Optimization
This topic provides a detailed examination of the optimization process. LeapLogic’s intelligent grammar engine identifies optimization opportunities at schema, and orchestration levels.
In this Topic:
Schema
Schema refers to how data is organized within a database. Optimizing schema is critical based on the complexity of the queries in the schema. By interpreting the input files, DDL files help in retrieving schema-level information and generating corresponding recommendations for the target. If the target is Databricks, the schema optimization is based on liquid clustering. Liquid clustering organizes data based on the columns specified in the Cluster By key.
Schema optimization opportunities include:
- Increasing parallelism
- Joins and Update/Delete/Merge operations can be optimized
- Entity Name: Name of the entity.
- Cluster By: Column name specified here is used to organize data within the table.

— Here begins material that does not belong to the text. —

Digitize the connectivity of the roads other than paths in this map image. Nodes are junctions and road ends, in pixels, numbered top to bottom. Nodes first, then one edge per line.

- Frequency of Use: Displays the frequency of table used.
- Primary Key: To identify unique row in the table. It will not accept NULL values.
- Tune Based on Workload: If a Delta table experiences frequent MERGE, UPDATE, or DELETE operation, then this helps to tune file sizes for rewrites by setting the table property delta.tuneFileSizesForRewrites.

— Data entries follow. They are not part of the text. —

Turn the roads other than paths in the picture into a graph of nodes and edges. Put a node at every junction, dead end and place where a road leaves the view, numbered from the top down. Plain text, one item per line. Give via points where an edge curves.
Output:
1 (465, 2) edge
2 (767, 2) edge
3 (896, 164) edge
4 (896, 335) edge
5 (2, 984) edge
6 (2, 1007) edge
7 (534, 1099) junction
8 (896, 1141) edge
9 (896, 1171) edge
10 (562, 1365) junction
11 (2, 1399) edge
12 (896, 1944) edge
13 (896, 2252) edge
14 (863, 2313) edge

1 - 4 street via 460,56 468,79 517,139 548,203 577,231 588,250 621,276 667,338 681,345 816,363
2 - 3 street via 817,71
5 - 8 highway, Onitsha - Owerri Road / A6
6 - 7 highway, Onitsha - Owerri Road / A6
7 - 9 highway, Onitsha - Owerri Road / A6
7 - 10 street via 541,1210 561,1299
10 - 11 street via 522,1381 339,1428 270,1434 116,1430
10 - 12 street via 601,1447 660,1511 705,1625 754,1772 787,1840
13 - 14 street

- Tune Based on Table Sizes: Helps to configure the target file size based on source table size. For example, for 1 TB table size, the size of the target file should be 256 MB; for 10 TB, it should be 1 GB and likewise.
- Compaction (bin-packing): Delta Lake on Databricks improves the speed of read queries from a table by coalescing small files into larger ones.
- Data Source: Provides data source details.
- Entity Type: Displays the type of entities.
- Transactional: Displays the number of data flow components that are used to perform sorting, merging, data cleansing and so on.
- Data Volume: Displays the quantity of data.
- Unique Key: To identify records in a table.
- Details: Provides additional details about the entities.
Orchestration
This section details data splits and recommends the maximum possible number of queries that can be executed in parallel for orchestration optimization.
Orchestration helps to easily manage workflows to accomplish a specific task. In orchestration, the independent queries of each file are divided into different splits that run in parallel to increase efficiency.
As per the above figure, the Zero_code.sql file contains 57 queries, with 10 splits based on query dependency. By running the splits in parallel, we can enhance the performance and execution time.
Navigate through the required files in the table to get more insights about Number of splits. Here, you can view queries and graphical distribution of the statement types.
Orchestration’s GRAPH displays the dependencies between files, splits, and output tables. To get the dependency information regarding splits and queries, choose the preferred node.